TASK OBJECTIVE: From the entries below, copy every line holding the word "Christine".

EXCERPTED RECORDS:
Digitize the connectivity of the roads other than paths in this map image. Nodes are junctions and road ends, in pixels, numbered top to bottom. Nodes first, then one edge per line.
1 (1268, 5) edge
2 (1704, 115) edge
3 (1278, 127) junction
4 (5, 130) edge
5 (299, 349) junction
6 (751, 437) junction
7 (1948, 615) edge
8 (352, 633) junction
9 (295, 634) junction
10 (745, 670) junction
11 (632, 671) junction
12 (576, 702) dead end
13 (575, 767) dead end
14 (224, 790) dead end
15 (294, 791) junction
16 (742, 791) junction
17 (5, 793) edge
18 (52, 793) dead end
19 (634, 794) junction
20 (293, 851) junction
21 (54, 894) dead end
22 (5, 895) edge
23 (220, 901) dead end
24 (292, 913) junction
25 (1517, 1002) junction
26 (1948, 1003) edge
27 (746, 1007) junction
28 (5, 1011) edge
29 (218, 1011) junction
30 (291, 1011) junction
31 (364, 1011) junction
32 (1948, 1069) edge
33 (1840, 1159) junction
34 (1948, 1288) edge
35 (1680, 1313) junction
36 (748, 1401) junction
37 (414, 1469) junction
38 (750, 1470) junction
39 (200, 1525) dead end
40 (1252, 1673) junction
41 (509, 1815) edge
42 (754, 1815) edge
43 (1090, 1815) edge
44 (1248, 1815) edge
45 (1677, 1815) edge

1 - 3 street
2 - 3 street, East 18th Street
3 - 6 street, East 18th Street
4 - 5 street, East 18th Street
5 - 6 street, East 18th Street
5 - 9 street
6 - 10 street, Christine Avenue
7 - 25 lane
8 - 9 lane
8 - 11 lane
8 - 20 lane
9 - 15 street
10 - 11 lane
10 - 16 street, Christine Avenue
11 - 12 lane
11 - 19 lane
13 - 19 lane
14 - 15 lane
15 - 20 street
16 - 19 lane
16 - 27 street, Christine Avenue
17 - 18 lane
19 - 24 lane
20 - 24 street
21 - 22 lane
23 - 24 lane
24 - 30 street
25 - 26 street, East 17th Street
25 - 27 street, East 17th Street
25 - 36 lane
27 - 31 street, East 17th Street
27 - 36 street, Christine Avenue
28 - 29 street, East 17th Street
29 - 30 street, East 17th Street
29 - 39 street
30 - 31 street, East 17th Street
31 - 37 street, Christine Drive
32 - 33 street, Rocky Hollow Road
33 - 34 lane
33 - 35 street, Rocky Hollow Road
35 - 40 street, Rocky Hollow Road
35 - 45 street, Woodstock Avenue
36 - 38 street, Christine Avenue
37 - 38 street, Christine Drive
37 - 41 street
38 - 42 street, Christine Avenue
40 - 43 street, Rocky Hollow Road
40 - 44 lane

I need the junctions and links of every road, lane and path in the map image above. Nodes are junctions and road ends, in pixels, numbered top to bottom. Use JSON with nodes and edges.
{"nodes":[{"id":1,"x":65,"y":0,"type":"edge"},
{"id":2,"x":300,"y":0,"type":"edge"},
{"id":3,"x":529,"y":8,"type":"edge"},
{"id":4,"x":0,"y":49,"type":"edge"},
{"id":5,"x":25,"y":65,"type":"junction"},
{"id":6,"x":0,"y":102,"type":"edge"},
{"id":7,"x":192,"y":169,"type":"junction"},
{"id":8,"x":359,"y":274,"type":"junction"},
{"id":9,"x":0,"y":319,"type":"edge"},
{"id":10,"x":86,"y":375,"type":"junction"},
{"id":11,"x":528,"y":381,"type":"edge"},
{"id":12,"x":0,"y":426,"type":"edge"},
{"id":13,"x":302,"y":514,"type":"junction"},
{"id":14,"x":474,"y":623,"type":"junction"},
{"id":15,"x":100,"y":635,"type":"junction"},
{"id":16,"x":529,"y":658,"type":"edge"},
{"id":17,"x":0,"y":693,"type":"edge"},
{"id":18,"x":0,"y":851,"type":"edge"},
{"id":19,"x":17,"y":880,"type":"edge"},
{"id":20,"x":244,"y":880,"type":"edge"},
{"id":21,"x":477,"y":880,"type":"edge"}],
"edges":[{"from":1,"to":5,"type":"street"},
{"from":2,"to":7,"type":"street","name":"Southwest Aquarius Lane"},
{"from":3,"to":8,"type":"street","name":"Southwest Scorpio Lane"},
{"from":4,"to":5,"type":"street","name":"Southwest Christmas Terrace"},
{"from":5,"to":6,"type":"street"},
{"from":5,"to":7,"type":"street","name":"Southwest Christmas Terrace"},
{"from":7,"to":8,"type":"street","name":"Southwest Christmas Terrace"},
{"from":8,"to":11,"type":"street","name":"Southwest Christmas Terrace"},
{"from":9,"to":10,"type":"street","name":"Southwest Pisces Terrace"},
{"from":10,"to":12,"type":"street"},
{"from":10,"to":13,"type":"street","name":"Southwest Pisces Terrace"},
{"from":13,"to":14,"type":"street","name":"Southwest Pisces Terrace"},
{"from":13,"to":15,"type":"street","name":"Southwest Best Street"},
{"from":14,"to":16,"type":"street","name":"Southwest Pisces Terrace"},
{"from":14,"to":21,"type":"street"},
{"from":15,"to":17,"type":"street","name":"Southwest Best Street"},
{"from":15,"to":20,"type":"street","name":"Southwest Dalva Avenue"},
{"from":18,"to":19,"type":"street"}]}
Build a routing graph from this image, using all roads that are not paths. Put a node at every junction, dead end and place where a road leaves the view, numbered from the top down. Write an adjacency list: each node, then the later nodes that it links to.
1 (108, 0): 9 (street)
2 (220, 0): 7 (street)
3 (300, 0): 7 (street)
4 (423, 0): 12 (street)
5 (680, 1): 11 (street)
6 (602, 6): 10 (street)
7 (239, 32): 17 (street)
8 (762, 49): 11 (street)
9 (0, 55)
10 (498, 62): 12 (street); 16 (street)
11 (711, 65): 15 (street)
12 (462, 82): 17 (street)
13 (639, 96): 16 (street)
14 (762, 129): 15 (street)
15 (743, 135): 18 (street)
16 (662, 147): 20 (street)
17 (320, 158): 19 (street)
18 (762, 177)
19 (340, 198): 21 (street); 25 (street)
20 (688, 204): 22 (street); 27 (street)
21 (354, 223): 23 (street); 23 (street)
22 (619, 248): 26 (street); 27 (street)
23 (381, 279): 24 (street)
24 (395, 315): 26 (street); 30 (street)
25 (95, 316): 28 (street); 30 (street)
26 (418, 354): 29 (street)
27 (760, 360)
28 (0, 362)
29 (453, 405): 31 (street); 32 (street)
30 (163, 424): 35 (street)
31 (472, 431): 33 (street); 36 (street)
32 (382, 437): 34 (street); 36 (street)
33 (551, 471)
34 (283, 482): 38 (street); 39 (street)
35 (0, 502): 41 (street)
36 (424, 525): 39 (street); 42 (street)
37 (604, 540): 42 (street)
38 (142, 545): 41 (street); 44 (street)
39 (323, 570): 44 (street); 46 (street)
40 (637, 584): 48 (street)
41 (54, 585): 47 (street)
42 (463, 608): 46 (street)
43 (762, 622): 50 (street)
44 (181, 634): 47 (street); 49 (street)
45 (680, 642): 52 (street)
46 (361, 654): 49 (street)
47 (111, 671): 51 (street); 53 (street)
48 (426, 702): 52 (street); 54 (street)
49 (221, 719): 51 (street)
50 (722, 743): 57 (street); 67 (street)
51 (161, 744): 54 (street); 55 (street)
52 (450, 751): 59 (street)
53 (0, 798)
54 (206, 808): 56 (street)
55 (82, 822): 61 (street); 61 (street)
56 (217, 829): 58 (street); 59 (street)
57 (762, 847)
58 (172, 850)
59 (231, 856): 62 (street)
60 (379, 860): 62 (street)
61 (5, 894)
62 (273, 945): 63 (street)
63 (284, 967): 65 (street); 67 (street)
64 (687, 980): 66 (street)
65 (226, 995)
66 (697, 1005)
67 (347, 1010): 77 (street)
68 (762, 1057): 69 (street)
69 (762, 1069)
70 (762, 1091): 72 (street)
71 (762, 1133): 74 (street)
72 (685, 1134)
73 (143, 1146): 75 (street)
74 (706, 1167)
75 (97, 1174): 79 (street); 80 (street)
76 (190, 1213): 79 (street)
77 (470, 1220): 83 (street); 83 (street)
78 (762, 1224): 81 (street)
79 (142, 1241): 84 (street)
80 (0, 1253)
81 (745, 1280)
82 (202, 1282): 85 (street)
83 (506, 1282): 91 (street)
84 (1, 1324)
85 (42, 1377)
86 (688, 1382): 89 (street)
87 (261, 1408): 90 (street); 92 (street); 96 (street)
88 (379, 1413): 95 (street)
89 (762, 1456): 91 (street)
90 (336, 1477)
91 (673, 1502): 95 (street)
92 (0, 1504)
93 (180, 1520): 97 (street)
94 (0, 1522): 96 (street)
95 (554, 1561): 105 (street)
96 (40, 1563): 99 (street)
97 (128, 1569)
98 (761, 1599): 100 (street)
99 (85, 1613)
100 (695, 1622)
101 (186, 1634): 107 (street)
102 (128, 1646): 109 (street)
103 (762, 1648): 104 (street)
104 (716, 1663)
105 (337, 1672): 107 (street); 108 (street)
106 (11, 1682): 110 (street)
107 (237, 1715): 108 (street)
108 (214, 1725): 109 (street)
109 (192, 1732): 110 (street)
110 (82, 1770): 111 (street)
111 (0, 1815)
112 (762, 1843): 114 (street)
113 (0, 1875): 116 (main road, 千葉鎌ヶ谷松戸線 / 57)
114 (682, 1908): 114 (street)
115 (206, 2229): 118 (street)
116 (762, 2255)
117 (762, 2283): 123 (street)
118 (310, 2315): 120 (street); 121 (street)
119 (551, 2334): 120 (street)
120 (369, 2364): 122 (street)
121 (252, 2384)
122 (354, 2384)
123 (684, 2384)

ANSWER FOR THE TASK:
6 - 10 street, Christine Avenue
10 - 16 street, Christine Avenue
16 - 27 street, Christine Avenue
27 - 36 street, Christine Avenue
31 - 37 street, Christine Drive
36 - 38 street, Christine Avenue
37 - 38 street, Christine Drive
38 - 42 street, Christine Avenue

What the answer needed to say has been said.